Boo! Pick a plotline!

Inside Out
(2015)

(SPOILERS) The near-universal acclaim greeting the all-but latest Pixar offering is mostly warranted. It’s certainly their best feature in years, years that have been replete with a cash-in sequels and not-quite-there, increasingly rare, original outings. I have to admit I was sceptical, with Inside Out’s familiar high concept premise having been explored before, in movies, TV and animation, and what appeared to be a dubiously patronising approach to the workings of the mind (you know, for kids!) Yet, while Inside Out is sometimes a little rocky in terms of structure and plotting, it is mostly persuasively irresistible in character, and often hearteningly inventive. It might not be quite up to the standards of Pixar’s peak period, but Peter Doctor’s animation suggests such days aren't yet behind them.

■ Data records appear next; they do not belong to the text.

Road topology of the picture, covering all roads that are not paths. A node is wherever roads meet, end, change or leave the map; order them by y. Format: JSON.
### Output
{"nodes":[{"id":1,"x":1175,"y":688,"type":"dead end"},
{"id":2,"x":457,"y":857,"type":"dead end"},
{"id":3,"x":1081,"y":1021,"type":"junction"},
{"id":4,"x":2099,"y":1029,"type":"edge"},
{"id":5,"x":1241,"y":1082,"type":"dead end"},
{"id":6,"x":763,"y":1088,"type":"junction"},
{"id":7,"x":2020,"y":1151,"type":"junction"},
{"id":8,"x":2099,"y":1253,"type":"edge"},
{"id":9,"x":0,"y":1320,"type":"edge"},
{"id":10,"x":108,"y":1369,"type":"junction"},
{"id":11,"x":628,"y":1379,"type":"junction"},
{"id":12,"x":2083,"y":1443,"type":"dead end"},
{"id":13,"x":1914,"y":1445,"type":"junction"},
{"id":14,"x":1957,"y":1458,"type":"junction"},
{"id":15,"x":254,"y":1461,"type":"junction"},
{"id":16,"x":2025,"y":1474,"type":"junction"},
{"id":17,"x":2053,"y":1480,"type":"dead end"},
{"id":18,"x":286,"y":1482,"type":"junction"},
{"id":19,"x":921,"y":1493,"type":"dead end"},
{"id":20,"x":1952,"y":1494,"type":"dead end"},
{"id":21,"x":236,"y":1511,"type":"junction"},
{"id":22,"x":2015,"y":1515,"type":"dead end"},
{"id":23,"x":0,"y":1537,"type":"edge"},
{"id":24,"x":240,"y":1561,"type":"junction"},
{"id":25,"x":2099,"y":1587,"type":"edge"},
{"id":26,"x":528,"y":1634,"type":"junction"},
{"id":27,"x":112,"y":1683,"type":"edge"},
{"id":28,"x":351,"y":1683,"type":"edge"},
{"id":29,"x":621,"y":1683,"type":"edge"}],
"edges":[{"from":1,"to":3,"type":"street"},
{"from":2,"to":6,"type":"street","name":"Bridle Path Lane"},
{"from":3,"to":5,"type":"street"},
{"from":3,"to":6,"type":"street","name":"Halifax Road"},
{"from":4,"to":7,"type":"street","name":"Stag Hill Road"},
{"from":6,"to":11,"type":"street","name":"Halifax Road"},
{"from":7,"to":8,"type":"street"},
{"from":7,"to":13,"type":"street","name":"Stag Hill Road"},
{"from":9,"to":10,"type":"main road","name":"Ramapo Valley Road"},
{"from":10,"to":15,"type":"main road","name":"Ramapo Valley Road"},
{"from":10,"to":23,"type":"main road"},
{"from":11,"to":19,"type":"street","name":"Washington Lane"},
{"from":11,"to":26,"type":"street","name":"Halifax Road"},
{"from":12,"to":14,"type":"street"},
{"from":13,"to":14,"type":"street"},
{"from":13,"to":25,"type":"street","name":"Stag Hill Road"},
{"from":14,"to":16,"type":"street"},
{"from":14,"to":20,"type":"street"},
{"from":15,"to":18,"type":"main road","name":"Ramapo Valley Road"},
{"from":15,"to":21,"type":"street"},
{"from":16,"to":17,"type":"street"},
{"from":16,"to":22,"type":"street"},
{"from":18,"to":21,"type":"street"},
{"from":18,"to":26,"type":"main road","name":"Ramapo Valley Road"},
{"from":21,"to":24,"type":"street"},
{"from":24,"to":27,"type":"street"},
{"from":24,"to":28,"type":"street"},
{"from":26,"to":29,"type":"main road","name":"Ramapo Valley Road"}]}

Initially, the distillation of emotions into the handful that comprises Joy, Sadness, Anger, Fear and Disgust seems reductive and arch. Added to which, there’s a sense, not uncommon with Pixar fare, that this is a movie made by parents trying to relate to and understand their kids, rather than being a movie actually, you know, for kids. That feeling still lingers at times, and the lesser aspect is undoubtedly the uncanny valley of aesthetically-challenged parents and child. Like Toy Story (fortunately, the humans aren't quite so unnerving as the specimens there), the animators limit themselves to a milieu of domestic mundanity and attempt to eke out something creative therein. In both cases, the kids themselves aren't really a part of the vibrant aspect of the scenario, don't get to embrace it; Pixar’s children reflect the restricted reality of their mobility-challenged parents, wedged behind computer screens banging out code all day.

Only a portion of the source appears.